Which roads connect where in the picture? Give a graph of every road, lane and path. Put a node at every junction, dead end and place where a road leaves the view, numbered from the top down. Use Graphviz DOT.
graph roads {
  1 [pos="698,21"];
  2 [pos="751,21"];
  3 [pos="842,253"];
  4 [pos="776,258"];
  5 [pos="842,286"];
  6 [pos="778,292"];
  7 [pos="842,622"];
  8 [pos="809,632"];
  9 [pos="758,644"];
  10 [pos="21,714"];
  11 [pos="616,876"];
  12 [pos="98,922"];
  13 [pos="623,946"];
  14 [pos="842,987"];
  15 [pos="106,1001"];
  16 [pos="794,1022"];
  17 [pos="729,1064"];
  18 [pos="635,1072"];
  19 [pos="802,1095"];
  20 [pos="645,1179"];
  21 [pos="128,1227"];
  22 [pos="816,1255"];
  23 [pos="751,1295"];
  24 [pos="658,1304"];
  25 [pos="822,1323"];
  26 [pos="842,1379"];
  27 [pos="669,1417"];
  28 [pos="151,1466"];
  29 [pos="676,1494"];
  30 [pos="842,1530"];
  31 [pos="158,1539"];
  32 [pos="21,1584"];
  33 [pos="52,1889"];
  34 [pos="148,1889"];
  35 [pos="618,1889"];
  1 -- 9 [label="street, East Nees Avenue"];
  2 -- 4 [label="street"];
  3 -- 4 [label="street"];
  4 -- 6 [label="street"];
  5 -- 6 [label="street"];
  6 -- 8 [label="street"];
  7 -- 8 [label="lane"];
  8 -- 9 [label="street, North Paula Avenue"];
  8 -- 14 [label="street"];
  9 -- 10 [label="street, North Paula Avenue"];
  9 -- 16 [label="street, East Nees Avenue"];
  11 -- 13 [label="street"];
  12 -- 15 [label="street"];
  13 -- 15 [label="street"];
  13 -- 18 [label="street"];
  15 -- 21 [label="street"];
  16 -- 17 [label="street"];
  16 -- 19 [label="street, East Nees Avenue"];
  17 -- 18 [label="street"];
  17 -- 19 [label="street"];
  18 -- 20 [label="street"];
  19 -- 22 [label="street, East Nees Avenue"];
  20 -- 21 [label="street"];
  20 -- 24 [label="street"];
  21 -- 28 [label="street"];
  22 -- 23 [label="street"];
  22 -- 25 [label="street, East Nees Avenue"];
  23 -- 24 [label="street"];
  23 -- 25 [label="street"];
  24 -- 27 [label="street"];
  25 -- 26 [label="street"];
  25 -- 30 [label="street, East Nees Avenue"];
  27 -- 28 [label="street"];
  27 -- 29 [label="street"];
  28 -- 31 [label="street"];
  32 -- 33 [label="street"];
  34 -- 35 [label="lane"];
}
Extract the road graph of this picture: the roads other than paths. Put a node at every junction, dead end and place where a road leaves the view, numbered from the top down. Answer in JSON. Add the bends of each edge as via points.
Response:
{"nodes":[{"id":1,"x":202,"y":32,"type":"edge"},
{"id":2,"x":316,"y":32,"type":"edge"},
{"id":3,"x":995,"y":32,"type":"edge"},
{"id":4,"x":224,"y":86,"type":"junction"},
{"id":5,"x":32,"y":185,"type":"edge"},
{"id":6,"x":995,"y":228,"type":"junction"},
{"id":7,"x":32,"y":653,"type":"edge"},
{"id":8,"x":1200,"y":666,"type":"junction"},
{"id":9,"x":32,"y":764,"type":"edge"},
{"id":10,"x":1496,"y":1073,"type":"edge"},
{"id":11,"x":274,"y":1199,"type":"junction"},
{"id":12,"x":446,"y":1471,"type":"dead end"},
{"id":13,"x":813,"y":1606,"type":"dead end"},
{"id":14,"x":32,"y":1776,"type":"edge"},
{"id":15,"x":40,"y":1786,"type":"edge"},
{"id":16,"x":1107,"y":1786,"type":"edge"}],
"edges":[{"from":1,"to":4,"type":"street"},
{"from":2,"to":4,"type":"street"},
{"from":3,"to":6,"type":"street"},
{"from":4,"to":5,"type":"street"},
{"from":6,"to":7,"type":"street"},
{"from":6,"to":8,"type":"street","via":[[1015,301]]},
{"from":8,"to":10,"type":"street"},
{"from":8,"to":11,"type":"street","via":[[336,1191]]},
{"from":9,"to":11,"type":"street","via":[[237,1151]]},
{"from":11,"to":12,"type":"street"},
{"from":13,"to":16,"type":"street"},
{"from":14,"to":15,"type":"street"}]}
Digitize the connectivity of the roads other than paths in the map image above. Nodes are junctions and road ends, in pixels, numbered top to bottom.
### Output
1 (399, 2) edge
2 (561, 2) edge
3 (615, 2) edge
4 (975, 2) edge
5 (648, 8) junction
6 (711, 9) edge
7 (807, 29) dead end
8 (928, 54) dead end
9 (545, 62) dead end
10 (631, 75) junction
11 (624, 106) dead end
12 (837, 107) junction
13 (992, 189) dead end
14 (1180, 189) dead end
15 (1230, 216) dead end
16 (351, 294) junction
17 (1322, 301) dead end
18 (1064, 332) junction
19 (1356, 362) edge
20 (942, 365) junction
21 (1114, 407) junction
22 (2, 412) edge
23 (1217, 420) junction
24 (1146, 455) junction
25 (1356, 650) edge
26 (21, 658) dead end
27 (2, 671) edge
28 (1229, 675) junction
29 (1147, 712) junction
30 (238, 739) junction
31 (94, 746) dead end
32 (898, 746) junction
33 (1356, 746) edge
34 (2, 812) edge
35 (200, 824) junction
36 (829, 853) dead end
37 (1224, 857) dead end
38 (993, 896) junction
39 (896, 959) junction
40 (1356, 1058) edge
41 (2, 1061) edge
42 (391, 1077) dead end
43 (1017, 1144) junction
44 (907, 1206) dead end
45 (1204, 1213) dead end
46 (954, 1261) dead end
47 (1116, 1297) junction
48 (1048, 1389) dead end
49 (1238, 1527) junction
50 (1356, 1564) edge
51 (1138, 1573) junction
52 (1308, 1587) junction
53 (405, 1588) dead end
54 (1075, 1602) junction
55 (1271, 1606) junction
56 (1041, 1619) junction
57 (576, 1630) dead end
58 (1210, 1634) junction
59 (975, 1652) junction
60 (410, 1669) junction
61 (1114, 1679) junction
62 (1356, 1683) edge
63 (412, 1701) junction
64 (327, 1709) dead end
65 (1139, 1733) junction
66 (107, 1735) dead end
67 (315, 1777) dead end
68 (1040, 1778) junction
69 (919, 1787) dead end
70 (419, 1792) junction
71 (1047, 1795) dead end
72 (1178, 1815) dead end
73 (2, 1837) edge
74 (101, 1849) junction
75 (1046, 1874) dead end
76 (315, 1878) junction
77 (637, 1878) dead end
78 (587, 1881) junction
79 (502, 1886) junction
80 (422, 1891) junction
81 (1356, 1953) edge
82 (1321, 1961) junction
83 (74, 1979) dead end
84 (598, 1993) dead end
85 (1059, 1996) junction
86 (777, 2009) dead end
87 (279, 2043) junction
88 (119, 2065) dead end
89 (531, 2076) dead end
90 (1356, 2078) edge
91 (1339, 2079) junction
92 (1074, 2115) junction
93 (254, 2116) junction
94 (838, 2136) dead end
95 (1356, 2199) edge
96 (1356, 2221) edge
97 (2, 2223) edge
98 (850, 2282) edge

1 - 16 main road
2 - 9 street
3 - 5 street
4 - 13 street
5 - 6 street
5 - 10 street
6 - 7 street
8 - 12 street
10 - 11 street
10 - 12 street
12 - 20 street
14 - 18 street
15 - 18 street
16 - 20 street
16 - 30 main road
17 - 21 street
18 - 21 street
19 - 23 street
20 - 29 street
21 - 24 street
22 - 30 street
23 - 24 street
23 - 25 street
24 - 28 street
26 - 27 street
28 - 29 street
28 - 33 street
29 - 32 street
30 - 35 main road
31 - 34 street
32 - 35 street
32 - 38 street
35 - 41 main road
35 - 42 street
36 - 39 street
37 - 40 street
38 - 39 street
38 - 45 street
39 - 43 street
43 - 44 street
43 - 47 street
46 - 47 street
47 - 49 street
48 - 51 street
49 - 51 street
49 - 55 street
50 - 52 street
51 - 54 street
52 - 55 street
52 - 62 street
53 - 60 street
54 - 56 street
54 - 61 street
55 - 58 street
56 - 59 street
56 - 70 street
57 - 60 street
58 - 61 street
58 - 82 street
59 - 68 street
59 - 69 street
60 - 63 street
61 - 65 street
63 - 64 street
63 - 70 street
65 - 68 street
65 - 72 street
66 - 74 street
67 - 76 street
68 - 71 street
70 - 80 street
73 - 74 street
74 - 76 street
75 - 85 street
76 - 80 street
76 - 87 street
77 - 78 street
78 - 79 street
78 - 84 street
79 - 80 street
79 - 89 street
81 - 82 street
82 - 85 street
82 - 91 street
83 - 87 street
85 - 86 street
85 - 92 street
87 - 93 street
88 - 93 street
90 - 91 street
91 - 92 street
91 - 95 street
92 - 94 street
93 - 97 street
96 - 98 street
* * *
*Task requirements*. If a line in the entries above contains the word "Nees", copy it.

*Written answer*.
  1 -- 9 [label="street, East Nees Avenue"];
  9 -- 16 [label="street, East Nees Avenue"];
  16 -- 19 [label="street, East Nees Avenue"];
  19 -- 22 [label="street, East Nees Avenue"];
  22 -- 25 [label="street, East Nees Avenue"];
  25 -- 30 [label="street, East Nees Avenue"];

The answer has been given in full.